INPUT MATERIAL:
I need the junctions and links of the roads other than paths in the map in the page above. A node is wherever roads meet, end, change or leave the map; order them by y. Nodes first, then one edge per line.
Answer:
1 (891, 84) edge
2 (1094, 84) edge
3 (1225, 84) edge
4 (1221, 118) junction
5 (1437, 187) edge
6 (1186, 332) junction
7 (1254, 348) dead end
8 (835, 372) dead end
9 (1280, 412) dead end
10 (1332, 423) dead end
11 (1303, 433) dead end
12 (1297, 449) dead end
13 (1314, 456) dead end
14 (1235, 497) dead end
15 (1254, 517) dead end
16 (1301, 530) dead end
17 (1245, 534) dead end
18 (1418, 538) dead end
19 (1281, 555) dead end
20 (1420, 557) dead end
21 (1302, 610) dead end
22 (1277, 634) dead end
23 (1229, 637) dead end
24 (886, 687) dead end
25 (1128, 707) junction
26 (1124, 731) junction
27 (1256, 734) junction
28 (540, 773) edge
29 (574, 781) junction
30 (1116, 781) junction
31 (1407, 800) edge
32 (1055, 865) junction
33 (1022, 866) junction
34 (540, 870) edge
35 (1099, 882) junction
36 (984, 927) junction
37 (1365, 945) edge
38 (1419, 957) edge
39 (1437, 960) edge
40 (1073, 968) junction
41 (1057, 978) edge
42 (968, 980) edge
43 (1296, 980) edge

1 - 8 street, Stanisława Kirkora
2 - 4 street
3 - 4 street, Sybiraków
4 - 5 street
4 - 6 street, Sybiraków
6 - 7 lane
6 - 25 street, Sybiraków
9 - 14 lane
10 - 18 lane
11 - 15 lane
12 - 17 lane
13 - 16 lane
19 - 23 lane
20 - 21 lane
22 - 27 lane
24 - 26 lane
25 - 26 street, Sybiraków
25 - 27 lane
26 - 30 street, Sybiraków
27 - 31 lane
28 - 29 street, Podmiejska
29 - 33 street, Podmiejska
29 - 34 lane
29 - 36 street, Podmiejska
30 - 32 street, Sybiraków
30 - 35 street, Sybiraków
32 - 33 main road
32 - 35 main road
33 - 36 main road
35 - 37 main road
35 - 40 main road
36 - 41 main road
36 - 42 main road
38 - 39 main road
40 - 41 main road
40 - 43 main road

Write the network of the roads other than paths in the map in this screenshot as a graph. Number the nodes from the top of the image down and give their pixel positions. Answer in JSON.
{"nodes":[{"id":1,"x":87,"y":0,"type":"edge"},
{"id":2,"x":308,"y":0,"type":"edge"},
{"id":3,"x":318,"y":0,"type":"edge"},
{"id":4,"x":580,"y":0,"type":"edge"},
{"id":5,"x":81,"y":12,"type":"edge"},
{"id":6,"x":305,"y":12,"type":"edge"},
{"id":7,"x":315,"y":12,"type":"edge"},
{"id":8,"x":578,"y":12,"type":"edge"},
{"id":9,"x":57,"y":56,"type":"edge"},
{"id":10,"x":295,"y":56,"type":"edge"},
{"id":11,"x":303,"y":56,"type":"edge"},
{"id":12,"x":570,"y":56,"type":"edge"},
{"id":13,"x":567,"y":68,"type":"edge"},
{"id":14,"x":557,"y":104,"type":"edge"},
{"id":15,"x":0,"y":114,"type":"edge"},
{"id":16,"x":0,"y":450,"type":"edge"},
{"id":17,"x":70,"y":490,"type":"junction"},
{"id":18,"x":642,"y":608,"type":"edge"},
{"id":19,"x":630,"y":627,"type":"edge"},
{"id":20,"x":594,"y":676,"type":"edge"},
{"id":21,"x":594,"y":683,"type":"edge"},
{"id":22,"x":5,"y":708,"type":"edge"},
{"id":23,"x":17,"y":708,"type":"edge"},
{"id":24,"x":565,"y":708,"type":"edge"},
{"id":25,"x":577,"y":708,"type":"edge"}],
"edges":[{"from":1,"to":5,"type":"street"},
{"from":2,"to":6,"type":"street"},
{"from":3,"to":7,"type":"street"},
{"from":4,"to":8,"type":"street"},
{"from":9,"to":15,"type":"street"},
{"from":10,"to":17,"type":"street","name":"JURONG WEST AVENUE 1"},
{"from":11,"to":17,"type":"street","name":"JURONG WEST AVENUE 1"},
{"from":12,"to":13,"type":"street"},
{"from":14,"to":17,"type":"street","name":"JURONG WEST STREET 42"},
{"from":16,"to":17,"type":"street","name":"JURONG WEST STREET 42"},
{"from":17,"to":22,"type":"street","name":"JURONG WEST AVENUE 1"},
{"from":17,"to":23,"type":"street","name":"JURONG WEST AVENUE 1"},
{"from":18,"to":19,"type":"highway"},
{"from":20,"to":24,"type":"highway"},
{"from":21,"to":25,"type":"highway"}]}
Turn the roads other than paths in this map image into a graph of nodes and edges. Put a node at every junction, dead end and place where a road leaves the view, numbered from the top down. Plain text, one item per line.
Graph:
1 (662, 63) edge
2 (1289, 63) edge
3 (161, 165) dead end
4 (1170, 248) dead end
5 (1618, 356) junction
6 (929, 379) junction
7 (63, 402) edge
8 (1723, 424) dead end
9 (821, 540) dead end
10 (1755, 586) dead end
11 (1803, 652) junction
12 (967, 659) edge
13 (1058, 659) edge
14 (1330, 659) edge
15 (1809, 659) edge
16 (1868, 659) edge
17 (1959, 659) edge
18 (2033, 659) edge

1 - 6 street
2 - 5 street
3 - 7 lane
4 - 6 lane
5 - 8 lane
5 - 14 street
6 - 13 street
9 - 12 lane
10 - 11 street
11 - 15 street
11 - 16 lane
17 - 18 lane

GOAL OF THE EXERCISE:
Return the whole listing above verbatim.

SOLUTION TO THIS PROBLEM:
I need the junctions and links of the roads other than paths in the map in the page above. A node is wherever roads meet, end, change or leave the map; order them by y. Nodes first, then one edge per line.
Answer:
1 (891, 84) edge
2 (1094, 84) edge
3 (1225, 84) edge
4 (1221, 118) junction
5 (1437, 187) edge
6 (1186, 332) junction
7 (1254, 348) dead end
8 (835, 372) dead end
9 (1280, 412) dead end
10 (1332, 423) dead end
11 (1303, 433) dead end
12 (1297, 449) dead end
13 (1314, 456) dead end
14 (1235, 497) dead end
15 (1254, 517) dead end
16 (1301, 530) dead end
17 (1245, 534) dead end
18 (1418, 538) dead end
19 (1281, 555) dead end
20 (1420, 557) dead end
21 (1302, 610) dead end
22 (1277, 634) dead end
23 (1229, 637) dead end
24 (886, 687) dead end
25 (1128, 707) junction
26 (1124, 731) junction
27 (1256, 734) junction
28 (540, 773) edge
29 (574, 781) junction
30 (1116, 781) junction
31 (1407, 800) edge
32 (1055, 865) junction
33 (1022, 866) junction
34 (540, 870) edge
35 (1099, 882) junction
36 (984, 927) junction
37 (1365, 945) edge
38 (1419, 957) edge
39 (1437, 960) edge
40 (1073, 968) junction
41 (1057, 978) edge
42 (968, 980) edge
43 (1296, 980) edge

1 - 8 street, Stanisława Kirkora
2 - 4 street
3 - 4 street, Sybiraków
4 - 5 street
4 - 6 street, Sybiraków
6 - 7 lane
6 - 25 street, Sybiraków
9 - 14 lane
10 - 18 lane
11 - 15 lane
12 - 17 lane
13 - 16 lane
19 - 23 lane
20 - 21 lane
22 - 27 lane
24 - 26 lane
25 - 26 street, Sybiraków
25 - 27 lane
26 - 30 street, Sybiraków
27 - 31 lane
28 - 29 street, Podmiejska
29 - 33 street, Podmiejska
29 - 34 lane
29 - 36 street, Podmiejska
30 - 32 street, Sybiraków
30 - 35 street, Sybiraków
32 - 33 main road
32 - 35 main road
33 - 36 main road
35 - 37 main road
35 - 40 main road
36 - 41 main road
36 - 42 main road
38 - 39 main road
40 - 41 main road
40 - 43 main road

Write the network of the roads other than paths in the map in this screenshot as a graph. Number the nodes from the top of the image down and give their pixel positions. Answer in JSON.
{"nodes":[{"id":1,"x":87,"y":0,"type":"edge"},
{"id":2,"x":308,"y":0,"type":"edge"},
{"id":3,"x":318,"y":0,"type":"edge"},
{"id":4,"x":580,"y":0,"type":"edge"},
{"id":5,"x":81,"y":12,"type":"edge"},
{"id":6,"x":305,"y":12,"type":"edge"},
{"id":7,"x":315,"y":12,"type":"edge"},
{"id":8,"x":578,"y":12,"type":"edge"},
{"id":9,"x":57,"y":56,"type":"edge"},
{"id":10,"x":295,"y":56,"type":"edge"},
{"id":11,"x":303,"y":56,"type":"edge"},
{"id":12,"x":570,"y":56,"type":"edge"},
{"id":13,"x":567,"y":68,"type":"edge"},
{"id":14,"x":557,"y":104,"type":"edge"},
{"id":15,"x":0,"y":114,"type":"edge"},
{"id":16,"x":0,"y":450,"type":"edge"},
{"id":17,"x":70,"y":490,"type":"junction"},
{"id":18,"x":642,"y":608,"type":"edge"},
{"id":19,"x":630,"y":627,"type":"edge"},
{"id":20,"x":594,"y":676,"type":"edge"},
{"id":21,"x":594,"y":683,"type":"edge"},
{"id":22,"x":5,"y":708,"type":"edge"},
{"id":23,"x":17,"y":708,"type":"edge"},
{"id":24,"x":565,"y":708,"type":"edge"},
{"id":25,"x":577,"y":708,"type":"edge"}],
"edges":[{"from":1,"to":5,"type":"street"},
{"from":2,"to":6,"type":"street"},
{"from":3,"to":7,"type":"street"},
{"from":4,"to":8,"type":"street"},
{"from":9,"to":15,"type":"street"},
{"from":10,"to":17,"type":"street","name":"JURONG WEST AVENUE 1"},
{"from":11,"to":17,"type":"street","name":"JURONG WEST AVENUE 1"},
{"from":12,"to":13,"type":"street"},
{"from":14,"to":17,"type":"street","name":"JURONG WEST STREET 42"},
{"from":16,"to":17,"type":"street","name":"JURONG WEST STREET 42"},
{"from":17,"to":22,"type":"street","name":"JURONG WEST AVENUE 1"},
{"from":17,"to":23,"type":"street","name":"JURONG WEST AVENUE 1"},
{"from":18,"to":19,"type":"highway"},
{"from":20,"to":24,"type":"highway"},
{"from":21,"to":25,"type":"highway"}]}
Turn the roads other than paths in this map image into a graph of nodes and edges. Put a node at every junction, dead end and place where a road leaves the view, numbered from the top down. Plain text, one item per line.
Graph:
1 (662, 63) edge
2 (1289, 63) edge
3 (161, 165) dead end
4 (1170, 248) dead end
5 (1618, 356) junction
6 (929, 379) junction
7 (63, 402) edge
8 (1723, 424) dead end
9 (821, 540) dead end
10 (1755, 586) dead end
11 (1803, 652) junction
12 (967, 659) edge
13 (1058, 659) edge
14 (1330, 659) edge
15 (1809, 659) edge
16 (1868, 659) edge
17 (1959, 659) edge
18 (2033, 659) edge

1 - 6 street
2 - 5 street
3 - 7 lane
4 - 6 lane
5 - 8 lane
5 - 14 street
6 - 13 street
9 - 12 lane
10 - 11 street
11 - 15 street
11 - 16 lane
17 - 18 lane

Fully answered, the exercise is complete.